The best part? You don’t have to figure it all out alone. At Harness, we help nonprofits like yours put smart systems in place so you can focus more on impact, and less on headaches. From fundraising tools to expert support, we’re here to help you grow with clarity and confidence.

Frequently asked questions

What are bylaws for a 501(c)(3)?

Bylaws are the official rules that explain how your nonprofit operates. They cover things like how board members are chosen, how meetings are held, and how decisions are made.

How do bylaws differ from articles of incorporation?

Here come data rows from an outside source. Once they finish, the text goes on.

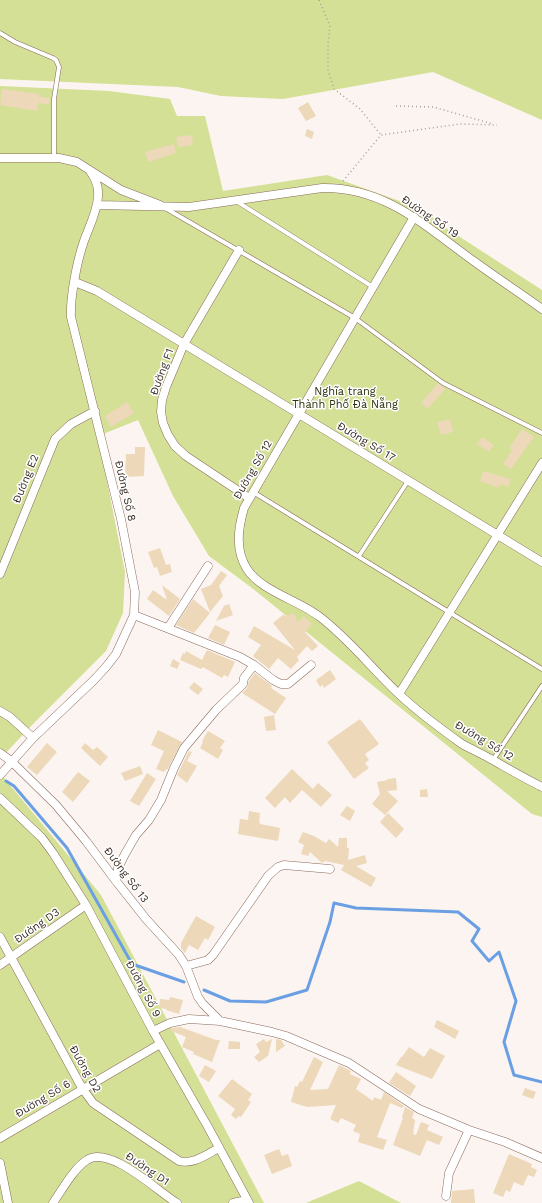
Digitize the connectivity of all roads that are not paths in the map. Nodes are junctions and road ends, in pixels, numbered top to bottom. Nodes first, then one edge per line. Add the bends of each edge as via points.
1 (0, 33) edge
2 (0, 158) edge
3 (54, 158) junction
4 (90, 171) junction
5 (235, 201) junction
6 (97, 206) junction
7 (167, 208) junction
8 (414, 217) junction
9 (239, 250) junction
10 (75, 282) junction
11 (373, 287) junction
12 (542, 309) edge
13 (355, 318) junction
14 (184, 344) junction
15 (94, 411) junction
16 (299, 415) junction
17 (542, 433) edge
18 (542, 463) edge
19 (408, 481) junction
20 (251, 495) junction
21 (498, 535) junction
22 (359, 556) junction
23 (542, 562) edge
24 (208, 566) dead end
25 (0, 574) edge
26 (450, 613) junction
27 (134, 614) junction
28 (168, 628) junction
29 (254, 665) junction
30 (311, 665) dead end
31 (542, 669) edge
32 (542, 686) edge
33 (399, 694) junction
34 (0, 711) edge
35 (33, 738) junction
36 (0, 753) edge
37 (493, 760) junction
38 (11, 761) junction
39 (0, 775) edge
40 (542, 787) edge
41 (0, 798) edge
42 (330, 869) dead end
43 (116, 881) junction
44 (81, 908) junction
45 (0, 937) edge
46 (11, 957) junction
47 (0, 965) edge
48 (186, 966) junction
49 (220, 1021) junction
50 (153, 1030) junction
51 (160, 1044) junction
52 (82, 1088) junction
53 (469, 1130) junction
54 (0, 1138) edge
55 (219, 1148) junction
56 (542, 1158) edge
57 (0, 1163) edge
58 (446, 1196) dead end
59 (5, 1199) edge
60 (248, 1201) edge
61 (53, 1203) edge
62 (177, 1203) edge
63 (233, 1203) edge

1 - 3 lane via 53,58 58,64 54,98
2 - 3 street, Đường Số 19
3 - 4 street, Đường Số 19 via 69,159
4 - 6 street, Đường Số 8 via 98,187
4 - 7 street, Đường Số 19 via 121,190
5 - 7 street, Đường Số 19
5 - 8 street, Đường Số 19 via 322,188 339,188 374,197
5 - 11 lane
6 - 7 street, Đường Số 19
6 - 10 street, Đường Số 8 via 83,243
7 - 9 lane
8 - 11 street, Đường Số 12
8 - 12 street, Đường Số 19
9 - 13 lane
9 - 14 street, Đường F1
10 - 14 street, Đường Số 17 via 97,291
10 - 15 street, Đường Số 8 via 70,308 71,318
11 - 13 street, Đường Số 12
13 - 16 street, Đường Số 12
13 - 17 lane via 443,383
14 - 16 street, Đường Số 17
14 - 20 street, Đường F1 via 162,400 161,412 168,435 186,456
15 - 25 street, Đường E2 via 71,424 56,439
15 - 27 street, Đường Số 8 via 123,526 135,592
16 - 19 street, Đường Số 17
16 - 20 street, Đường Số 12
18 - 21 street
19 - 21 street, Đường Số 17
19 - 22 lane
20 - 22 lane
20 - 33 street, Đường Số 12 via 244,508 239,532 241,559 248,571 258,581 329,624
21 - 23 street, Đường Số 17
21 - 26 street
22 - 26 lane
24 - 28 street
26 - 31 lane
26 - 33 street
27 - 28 street
27 - 35 street, Đường Số 8 via 116,654 94,680
28 - 29 street
29 - 30 street via 273,680 288,684
29 - 43 street via 244,678 243,684 216,710 184,748 161,800 125,854 118,868
32 - 37 lane
33 - 37 street, Đường Số 12 via 463,744
34 - 35 street
35 - 38 street, Đường Số 8
36 - 38 street, Đường Số 13
37 - 40 street, Đường Số 12
38 - 39 street, Đường Số 8
38 - 43 street, Đường Số 13 via 56,805
41 - 44 street, Đường Số 9 via 49,848
42 - 48 street via 284,865 278,867 268,876 213,955 208,960
43 - 48 street, Đường Số 13
44 - 46 street, Đường D3
44 - 50 street, Đường Số 9
45 - 46 street, Đường D2
46 - 47 street, Đường D3
46 - 52 street, Đường D2
48 - 49 street, Đường Số 13 via 198,997
49 - 50 street via 189,1019
49 - 53 street via 286,1036 349,1063 419,1109
50 - 51 street, Đường Số 9
51 - 52 street, Đường Số 6
51 - 55 street, Đường Số 9
52 - 54 street, Đường Số 6
52 - 55 street, Đường D2 via 97,1106 179,1161 194,1161
53 - 56 street
53 - 58 street via 449,1173
55 - 60 street, Đường Số 9
57 - 59 street
60 - 63 street
61 - 62 street, Đường D1 via 80,1165 94,1156 115,1161 128,1168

Articles of incorporation are filed with your state to create your nonprofit. Bylaws are your internal rules and aren’t usually filed with the state. Think of articles as your birth certificate, and bylaws as your rulebook.

How often should nonprofit organizations review their bylaws?

A good rule is to review them every one to two years, or anytime your organization changes in a big way. That way, your rules always match how you really operate.

Can a nonprofit operate without bylaws?

Technically, yes, but it’s a bad idea. Without bylaws, you won’t have clear rules to follow, and it’ll be harder to stay organized, solve disagreements, or meet legal requirements.

What should be included in the conflict of interest policy?

Your policy should explain what a conflict looks like, how board members must disclose it, and how the board will handle the situation. It’s all about staying fair and transparent.

Who approves amendments to nonprofit bylaws?

Usually, the board of directors votes on changes. Your bylaws should explain how much notice is required and what kind of vote (like a two-thirds majority) is needed to approve changes.

Do bylaws need to be filed with the IRS?

Not usually, but the IRS may ask to see them when you apply for tax-exempt status or during a review. It’s smart to keep them updated and ready.

What’s the difference between the board of directors and officer positions?

The board oversees the organization’s big-picture goals. Officers (like president or treasurer) handle specific roles and day-to-day leadership. Often, board members also serve as officers.

Can we change officer roles in the bylaws later?

Yes. Just follow the amendment process written in your bylaws. Update the language, vote, and make sure everyone has a copy of the new version.

Is legal help necessary to write nonprofit bylaws?

You don’t have to hire a lawyer, but it’s smart to get legal advice, especially if your structure is complex or your state has tricky rules. At the very least, have someone experienced review them before you finalize.